Task — Search the material for "Magnolia" and copy each line in which it is found.

Supplied material —
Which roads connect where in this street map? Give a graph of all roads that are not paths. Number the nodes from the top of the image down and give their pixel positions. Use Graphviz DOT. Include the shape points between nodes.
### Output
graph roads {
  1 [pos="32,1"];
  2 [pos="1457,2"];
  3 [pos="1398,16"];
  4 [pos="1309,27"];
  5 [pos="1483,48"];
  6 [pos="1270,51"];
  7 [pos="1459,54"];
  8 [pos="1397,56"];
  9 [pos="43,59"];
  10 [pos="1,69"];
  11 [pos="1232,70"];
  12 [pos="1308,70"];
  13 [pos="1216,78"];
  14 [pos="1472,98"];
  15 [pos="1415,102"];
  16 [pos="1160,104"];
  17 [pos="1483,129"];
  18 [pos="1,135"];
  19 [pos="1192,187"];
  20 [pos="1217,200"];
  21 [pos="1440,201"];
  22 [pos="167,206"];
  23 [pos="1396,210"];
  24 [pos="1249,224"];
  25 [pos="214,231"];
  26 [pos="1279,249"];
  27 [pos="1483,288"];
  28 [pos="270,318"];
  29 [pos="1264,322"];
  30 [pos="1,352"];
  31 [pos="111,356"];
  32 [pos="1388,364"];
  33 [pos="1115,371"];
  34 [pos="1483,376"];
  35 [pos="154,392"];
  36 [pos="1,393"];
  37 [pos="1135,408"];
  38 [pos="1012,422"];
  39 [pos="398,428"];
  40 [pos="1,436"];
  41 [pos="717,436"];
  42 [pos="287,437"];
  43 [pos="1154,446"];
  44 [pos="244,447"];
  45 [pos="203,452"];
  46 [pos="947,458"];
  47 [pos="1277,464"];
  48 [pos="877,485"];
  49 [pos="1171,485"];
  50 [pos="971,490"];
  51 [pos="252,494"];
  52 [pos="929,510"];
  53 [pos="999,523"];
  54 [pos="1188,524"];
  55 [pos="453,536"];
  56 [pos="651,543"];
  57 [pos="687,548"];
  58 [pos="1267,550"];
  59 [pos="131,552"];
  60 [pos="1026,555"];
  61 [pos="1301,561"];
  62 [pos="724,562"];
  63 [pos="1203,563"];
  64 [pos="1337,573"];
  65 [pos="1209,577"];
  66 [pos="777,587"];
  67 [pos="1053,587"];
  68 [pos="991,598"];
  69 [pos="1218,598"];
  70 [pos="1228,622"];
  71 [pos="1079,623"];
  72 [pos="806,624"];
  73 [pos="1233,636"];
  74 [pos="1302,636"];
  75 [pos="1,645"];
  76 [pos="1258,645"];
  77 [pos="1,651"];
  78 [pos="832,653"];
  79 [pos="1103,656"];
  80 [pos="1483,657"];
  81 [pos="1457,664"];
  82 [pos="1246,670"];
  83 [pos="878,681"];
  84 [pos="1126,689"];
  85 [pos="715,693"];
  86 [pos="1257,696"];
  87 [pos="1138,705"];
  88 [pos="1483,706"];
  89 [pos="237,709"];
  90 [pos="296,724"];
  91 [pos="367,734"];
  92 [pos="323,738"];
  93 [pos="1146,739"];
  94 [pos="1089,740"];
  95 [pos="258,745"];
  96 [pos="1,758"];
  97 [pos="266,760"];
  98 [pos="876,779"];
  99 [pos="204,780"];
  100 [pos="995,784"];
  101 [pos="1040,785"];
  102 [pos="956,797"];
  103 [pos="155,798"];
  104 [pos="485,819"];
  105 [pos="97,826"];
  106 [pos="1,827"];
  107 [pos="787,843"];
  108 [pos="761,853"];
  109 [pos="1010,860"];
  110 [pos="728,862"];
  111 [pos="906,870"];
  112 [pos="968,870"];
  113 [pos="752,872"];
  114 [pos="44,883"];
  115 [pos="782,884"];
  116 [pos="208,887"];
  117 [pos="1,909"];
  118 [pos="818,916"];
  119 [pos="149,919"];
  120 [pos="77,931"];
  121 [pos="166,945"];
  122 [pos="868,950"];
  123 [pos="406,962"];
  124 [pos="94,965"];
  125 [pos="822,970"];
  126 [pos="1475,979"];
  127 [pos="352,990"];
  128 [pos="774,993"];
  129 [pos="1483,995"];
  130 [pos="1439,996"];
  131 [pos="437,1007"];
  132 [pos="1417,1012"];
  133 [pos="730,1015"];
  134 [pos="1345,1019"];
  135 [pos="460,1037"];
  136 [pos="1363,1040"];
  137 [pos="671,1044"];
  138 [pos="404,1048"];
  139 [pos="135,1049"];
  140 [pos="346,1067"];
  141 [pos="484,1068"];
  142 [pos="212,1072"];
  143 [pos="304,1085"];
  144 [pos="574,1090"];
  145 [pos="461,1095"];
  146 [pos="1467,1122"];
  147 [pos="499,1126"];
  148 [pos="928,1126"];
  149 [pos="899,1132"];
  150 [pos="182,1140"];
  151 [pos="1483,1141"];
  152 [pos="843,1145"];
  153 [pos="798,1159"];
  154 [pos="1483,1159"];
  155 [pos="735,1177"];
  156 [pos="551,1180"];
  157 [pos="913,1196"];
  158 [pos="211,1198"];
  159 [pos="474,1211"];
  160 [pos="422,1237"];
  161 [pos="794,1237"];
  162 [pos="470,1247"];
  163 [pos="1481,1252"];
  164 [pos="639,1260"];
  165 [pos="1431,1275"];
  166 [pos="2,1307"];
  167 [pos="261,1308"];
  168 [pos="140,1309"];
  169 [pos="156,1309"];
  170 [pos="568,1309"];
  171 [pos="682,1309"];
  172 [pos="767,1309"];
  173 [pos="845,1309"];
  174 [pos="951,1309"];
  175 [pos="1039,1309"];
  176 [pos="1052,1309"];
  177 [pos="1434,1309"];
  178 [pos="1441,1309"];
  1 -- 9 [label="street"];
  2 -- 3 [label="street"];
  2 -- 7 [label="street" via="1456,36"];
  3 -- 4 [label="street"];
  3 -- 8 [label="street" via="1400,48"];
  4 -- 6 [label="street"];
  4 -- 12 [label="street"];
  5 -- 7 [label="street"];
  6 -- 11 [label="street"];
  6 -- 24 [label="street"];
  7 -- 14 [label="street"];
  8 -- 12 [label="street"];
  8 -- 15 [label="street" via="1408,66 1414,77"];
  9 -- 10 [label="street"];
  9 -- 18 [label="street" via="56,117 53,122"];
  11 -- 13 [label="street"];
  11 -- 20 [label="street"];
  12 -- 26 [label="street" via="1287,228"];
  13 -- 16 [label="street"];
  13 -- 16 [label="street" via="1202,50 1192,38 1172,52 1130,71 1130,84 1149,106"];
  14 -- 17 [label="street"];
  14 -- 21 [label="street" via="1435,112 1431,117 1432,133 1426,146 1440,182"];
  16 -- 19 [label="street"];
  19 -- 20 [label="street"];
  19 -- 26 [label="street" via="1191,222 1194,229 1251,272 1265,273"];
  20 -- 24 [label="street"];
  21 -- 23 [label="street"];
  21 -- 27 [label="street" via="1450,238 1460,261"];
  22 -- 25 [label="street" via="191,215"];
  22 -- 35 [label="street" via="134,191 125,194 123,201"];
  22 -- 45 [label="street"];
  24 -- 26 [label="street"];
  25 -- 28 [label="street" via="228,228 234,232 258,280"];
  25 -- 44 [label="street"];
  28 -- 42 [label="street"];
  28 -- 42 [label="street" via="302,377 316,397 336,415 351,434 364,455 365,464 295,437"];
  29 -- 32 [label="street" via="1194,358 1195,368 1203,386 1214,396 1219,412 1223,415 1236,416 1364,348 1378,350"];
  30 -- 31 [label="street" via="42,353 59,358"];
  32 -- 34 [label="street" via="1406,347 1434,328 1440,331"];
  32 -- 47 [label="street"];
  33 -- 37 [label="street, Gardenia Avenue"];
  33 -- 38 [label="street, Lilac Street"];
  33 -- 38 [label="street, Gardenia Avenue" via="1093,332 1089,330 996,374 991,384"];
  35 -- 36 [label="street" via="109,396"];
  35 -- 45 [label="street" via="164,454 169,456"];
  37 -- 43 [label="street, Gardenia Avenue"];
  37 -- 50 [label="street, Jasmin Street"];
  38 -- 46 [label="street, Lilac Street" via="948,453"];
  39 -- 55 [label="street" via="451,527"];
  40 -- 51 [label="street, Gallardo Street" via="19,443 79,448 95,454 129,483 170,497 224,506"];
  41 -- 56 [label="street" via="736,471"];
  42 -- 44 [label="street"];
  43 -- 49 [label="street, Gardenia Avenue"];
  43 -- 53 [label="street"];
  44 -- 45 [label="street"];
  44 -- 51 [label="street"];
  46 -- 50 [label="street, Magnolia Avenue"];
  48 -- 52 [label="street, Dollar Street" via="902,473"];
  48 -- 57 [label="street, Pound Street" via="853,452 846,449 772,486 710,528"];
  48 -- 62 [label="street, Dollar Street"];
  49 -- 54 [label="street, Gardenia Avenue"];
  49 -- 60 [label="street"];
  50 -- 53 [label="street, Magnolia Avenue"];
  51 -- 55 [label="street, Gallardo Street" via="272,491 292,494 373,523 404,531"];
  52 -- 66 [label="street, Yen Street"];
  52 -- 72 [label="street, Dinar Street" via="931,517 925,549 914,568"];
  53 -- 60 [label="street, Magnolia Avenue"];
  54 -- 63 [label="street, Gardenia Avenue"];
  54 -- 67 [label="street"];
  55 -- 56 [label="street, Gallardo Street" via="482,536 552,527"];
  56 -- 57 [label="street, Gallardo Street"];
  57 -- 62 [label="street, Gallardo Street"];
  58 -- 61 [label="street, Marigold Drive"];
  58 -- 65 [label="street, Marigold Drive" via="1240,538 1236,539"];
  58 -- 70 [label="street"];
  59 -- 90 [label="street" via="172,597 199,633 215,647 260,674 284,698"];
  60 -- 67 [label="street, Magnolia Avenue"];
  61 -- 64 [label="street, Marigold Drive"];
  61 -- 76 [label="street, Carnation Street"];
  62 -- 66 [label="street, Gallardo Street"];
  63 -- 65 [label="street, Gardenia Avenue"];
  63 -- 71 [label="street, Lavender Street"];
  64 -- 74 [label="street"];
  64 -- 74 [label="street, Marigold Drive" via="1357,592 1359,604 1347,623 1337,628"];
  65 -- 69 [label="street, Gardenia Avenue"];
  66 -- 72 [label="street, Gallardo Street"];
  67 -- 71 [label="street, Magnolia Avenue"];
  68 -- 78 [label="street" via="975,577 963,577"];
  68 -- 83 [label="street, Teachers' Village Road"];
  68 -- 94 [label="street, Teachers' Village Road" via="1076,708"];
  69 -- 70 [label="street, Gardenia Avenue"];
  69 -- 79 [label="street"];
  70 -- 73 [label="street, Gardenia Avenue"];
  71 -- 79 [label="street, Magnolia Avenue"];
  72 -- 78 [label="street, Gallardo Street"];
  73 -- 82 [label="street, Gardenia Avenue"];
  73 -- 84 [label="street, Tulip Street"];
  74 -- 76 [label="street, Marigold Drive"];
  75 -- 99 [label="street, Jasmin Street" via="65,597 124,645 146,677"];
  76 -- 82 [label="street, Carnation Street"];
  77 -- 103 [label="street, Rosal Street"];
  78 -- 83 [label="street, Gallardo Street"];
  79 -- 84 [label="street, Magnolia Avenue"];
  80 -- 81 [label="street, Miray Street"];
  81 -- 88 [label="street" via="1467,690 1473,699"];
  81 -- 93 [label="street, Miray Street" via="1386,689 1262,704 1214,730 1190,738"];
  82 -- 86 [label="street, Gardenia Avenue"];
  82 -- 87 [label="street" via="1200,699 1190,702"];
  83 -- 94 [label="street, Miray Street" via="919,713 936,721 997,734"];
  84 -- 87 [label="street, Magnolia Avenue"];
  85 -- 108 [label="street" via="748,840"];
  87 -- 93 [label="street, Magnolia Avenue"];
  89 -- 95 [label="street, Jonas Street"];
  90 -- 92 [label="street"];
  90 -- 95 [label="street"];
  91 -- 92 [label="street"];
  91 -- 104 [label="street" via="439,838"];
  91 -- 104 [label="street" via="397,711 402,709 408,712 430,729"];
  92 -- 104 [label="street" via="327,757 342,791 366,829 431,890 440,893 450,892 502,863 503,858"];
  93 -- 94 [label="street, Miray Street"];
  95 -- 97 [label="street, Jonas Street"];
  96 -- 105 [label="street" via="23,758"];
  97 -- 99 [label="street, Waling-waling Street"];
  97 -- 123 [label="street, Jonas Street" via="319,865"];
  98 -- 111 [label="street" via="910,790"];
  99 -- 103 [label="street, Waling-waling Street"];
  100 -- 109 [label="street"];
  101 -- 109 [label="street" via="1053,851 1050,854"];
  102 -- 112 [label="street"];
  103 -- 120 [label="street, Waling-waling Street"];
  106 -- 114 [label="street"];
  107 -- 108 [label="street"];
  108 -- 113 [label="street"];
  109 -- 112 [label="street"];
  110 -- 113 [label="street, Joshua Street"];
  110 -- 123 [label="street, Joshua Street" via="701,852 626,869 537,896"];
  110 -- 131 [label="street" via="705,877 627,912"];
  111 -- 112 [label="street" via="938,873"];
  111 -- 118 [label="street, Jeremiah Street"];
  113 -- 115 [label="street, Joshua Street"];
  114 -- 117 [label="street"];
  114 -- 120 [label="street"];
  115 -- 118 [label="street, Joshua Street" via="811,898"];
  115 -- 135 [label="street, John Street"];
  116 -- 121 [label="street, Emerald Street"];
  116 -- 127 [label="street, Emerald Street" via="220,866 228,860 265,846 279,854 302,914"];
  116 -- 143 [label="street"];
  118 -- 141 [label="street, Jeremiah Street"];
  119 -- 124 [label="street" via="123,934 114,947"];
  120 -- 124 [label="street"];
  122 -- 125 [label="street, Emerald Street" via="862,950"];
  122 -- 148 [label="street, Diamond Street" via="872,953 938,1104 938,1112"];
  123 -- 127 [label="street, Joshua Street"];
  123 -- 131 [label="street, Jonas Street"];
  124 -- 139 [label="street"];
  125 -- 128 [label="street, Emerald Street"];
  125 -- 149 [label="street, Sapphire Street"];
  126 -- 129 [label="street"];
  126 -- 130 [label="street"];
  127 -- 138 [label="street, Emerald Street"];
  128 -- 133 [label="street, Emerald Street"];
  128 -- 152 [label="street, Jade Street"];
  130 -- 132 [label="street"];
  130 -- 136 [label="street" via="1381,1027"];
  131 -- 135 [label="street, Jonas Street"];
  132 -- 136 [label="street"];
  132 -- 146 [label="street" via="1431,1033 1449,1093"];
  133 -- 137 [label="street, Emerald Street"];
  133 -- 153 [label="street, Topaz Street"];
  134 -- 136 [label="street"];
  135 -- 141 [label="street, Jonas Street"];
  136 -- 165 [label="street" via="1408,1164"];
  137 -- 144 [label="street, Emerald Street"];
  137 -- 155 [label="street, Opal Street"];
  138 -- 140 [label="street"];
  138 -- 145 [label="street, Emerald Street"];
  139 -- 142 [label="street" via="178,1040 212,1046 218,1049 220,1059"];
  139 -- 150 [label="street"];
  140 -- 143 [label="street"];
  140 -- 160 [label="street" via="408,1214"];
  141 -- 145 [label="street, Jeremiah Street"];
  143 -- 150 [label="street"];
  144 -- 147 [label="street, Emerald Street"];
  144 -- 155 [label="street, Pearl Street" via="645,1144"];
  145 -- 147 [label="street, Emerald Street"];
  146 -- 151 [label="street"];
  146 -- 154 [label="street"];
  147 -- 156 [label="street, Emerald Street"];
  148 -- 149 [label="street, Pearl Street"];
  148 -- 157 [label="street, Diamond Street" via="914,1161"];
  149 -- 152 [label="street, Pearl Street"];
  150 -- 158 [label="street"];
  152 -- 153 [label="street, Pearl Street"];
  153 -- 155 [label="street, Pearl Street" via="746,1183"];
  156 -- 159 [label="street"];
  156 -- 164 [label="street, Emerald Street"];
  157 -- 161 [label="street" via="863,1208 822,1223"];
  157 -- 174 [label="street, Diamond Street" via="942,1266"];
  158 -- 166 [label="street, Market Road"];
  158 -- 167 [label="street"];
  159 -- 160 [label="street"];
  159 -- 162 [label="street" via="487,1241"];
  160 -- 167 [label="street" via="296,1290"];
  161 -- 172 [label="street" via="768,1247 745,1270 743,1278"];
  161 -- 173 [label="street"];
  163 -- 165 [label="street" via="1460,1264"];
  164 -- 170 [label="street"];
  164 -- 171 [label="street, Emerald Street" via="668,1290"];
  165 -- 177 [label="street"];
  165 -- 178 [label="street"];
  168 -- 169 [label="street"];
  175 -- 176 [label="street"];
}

Response —
  46 -- 50 [label="street, Magnolia Avenue"];
  50 -- 53 [label="street, Magnolia Avenue"];
  53 -- 60 [label="street, Magnolia Avenue"];
  60 -- 67 [label="street, Magnolia Avenue"];
  67 -- 71 [label="street, Magnolia Avenue"];
  71 -- 79 [label="street, Magnolia Avenue"];
  79 -- 84 [label="street, Magnolia Avenue"];
  84 -- 87 [label="street, Magnolia Avenue"];
  87 -- 93 [label="street, Magnolia Avenue"];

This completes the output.